POSSIBILE RISPOSTA:   Misticismo logico. E’ l’accusa che Marx rivolge al metodo di Hegel, imputato di trasformare le realtà empiriche in «allegorie» di una realtà spirituale (= l’Idea) che abita occultamente dietro di esse e che funge da «significato» e «giustificazione» speculativa di esse. Ad es., invece di limitarsi a constatare l’esistenza della monarchia, Hegel ne legittima la validità, scorgendo in essa la sovranità statale personificata. Secondo Marx il «mistero» di questo artificiò filosofico va ricercato nel capovolgimento idealistico del rapporto soggetto e predicato, in virtù del quale Hegel, dopo essersi costruito il concetto astratto di Spirito partendo dalla realtà concreta, finisce per fare della realtà la manifestazione necessaria dello Spirito. Da ciò il giustificazionismo speculativo e il conservatorismo politico di Hegel, che perviene a «canonizzare» o a «santificare» la realtà esistente e le istituzioni sociali in cui essa si incarna.

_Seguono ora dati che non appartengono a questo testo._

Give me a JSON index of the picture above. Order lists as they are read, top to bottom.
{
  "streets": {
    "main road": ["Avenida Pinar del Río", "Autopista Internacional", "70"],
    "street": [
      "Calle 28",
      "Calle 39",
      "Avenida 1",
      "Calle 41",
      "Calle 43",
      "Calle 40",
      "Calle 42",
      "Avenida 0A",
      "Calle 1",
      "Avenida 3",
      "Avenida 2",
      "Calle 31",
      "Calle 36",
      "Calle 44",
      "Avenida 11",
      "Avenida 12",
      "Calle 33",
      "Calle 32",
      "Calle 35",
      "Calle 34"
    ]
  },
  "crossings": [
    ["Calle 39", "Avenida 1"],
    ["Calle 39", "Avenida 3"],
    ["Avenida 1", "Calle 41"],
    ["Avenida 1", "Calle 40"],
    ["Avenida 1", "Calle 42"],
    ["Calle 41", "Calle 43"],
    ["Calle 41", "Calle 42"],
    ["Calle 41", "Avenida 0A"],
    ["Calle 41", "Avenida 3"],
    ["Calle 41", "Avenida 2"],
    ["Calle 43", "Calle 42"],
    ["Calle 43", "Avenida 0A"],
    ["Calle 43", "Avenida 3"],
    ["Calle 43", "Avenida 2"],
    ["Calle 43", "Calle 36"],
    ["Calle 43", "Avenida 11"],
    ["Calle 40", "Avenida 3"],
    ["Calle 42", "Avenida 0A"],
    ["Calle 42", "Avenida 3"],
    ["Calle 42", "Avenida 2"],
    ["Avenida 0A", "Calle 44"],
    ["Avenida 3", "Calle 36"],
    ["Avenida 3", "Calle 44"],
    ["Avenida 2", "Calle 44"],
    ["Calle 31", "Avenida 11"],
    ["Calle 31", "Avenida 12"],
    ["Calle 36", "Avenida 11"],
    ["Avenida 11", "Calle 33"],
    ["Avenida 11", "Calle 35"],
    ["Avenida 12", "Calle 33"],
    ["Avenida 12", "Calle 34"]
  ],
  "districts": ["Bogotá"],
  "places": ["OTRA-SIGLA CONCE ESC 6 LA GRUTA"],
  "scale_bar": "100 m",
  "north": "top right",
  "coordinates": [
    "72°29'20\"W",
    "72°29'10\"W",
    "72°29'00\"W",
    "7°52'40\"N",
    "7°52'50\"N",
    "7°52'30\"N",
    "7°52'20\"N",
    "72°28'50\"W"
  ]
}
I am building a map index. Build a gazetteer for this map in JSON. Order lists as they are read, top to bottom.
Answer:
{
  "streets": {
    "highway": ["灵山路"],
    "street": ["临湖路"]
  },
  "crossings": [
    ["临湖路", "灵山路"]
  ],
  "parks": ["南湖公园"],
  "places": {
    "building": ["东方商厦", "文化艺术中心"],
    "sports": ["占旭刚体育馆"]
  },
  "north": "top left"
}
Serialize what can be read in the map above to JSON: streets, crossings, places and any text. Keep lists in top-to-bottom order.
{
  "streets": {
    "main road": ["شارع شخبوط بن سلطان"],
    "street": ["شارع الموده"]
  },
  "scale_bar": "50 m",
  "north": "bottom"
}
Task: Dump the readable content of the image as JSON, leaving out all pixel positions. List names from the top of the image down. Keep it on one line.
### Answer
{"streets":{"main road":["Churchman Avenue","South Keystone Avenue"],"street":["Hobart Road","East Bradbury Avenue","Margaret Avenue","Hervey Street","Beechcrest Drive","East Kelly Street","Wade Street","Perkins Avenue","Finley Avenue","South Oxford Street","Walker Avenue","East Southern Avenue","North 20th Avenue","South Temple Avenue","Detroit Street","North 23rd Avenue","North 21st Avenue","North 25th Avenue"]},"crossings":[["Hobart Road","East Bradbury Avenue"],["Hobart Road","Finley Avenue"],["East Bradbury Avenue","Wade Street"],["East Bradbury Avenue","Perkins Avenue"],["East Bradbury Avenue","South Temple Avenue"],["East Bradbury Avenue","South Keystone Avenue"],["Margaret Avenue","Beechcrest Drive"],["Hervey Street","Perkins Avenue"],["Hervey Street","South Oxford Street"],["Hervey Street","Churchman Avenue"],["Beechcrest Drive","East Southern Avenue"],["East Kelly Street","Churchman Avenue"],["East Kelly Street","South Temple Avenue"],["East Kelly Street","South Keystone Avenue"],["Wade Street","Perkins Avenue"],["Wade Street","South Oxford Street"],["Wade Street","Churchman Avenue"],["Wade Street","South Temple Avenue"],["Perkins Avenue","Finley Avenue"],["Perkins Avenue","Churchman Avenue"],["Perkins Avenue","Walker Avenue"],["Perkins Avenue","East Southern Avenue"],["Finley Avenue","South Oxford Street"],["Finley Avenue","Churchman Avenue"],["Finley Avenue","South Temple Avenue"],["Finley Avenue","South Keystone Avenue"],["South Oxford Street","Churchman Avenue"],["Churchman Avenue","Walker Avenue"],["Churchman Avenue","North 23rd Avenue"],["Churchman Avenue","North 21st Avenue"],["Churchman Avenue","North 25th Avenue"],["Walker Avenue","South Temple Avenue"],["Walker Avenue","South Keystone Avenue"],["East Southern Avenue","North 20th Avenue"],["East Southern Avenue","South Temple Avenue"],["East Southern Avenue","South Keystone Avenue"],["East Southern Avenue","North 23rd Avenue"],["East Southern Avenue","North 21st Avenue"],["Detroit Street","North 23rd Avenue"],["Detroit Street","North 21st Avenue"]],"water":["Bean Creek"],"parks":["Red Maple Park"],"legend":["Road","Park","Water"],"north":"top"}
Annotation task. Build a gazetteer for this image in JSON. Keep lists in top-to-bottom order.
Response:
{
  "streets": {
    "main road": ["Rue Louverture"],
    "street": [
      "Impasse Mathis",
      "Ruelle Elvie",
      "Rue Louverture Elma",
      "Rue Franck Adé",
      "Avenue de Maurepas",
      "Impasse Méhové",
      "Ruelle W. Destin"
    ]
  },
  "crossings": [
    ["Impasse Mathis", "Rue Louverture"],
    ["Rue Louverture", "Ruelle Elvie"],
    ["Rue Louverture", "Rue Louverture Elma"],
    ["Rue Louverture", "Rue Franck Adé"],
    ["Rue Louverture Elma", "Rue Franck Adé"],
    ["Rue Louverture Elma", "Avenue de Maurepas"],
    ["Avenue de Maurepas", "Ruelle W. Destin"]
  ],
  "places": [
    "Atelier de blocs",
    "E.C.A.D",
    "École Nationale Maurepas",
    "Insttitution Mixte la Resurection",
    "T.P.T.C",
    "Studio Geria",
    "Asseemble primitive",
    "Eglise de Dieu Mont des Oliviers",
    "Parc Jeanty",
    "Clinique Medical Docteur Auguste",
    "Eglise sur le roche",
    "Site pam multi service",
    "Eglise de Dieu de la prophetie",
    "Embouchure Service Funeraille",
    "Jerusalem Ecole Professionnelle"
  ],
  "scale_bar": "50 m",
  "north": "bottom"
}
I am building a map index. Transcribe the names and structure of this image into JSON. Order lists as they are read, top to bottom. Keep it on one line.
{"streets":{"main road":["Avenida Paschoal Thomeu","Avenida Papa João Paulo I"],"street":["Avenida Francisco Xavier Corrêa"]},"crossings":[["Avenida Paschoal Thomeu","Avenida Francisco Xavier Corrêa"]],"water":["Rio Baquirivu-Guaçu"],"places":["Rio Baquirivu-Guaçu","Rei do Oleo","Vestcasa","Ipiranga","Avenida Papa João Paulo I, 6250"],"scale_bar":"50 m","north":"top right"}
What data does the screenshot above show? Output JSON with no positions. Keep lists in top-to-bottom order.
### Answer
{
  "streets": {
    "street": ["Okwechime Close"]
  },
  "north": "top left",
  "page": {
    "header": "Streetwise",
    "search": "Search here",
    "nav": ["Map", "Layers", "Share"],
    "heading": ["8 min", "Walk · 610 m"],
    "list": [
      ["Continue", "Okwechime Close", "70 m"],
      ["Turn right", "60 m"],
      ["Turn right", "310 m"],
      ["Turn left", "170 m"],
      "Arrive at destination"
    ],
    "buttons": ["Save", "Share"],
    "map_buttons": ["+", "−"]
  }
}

 2. Descrivi il concetto di dialettica in Marx mostrandone le differenze significative rispetto a Hegel

POSSIBILE RISPOSTA:   Dialettica. II significato e l’uso della dialettica in Marx costituiscono tuttora argomento di dibattito fra gli studiosi. In generale, si può dire che per Marx la dialettica rappresenti, hegelianamente, tanto un modo di essere della realtà quanto un metodo per comprenderla efficacemente. Tuttavia, poiché Marx crede che in Hegel la dialettica risulti «capovolta», ossia cammini (idealisticamente) «sulla testa», egli si propone di rimetterla (materialisticamente) «sui piedi», sforzandosi di liberarne il «nocciolo razionale» dal «rivestimento mistico».In particolare, per Marx la dialettica è quel metodo di indagine che consiste nel prospettare la realtà studiata come una totalità in divenire formata: 1) da una serie di momenti intercollegati; 2) da un insieme di contraddizioni che ne rappresentano la molla di sviluppo ed il negativo da negare. Ad es., analizzare «dialetticamente» il capitalismo significa: 1) porre attenzione ai nessi che connettono organicamente, secondo un rapporto di «reciproco condizionamento», i vari momenti del ciclo economico (produzione, distribuzione, scambio ecc.); 2) evidenziare le contraddizioni (tra forze produttive e rapporti di produzione, fra capitalisti e salariati ecc.) che ne minano l’assetto interno e che ne fanno prevedere la fine futura, ossia l’inevitabile tramonto (da questo punto di vista, la dialettica si configura quindi come uno strumento che ci permette di comprendere, insieme al capitalismo, anche la negazione necessaria di esso).In sintesi, dalla dialettica di Hegel, la filosofia materialistica di Marx ha essenzialmente ereditato: a) l’idea della processualità del reale; b) il modello della totalità organica; c) la tesi del negativo come «principio motore e generatore». Di essa ha invece rifiutato: a) la configurazione idealistica; b) il carattere aprioristico e speculativo; c) l’uso e l’abuso dello schema triadico di tesi, antitesi e sintesi.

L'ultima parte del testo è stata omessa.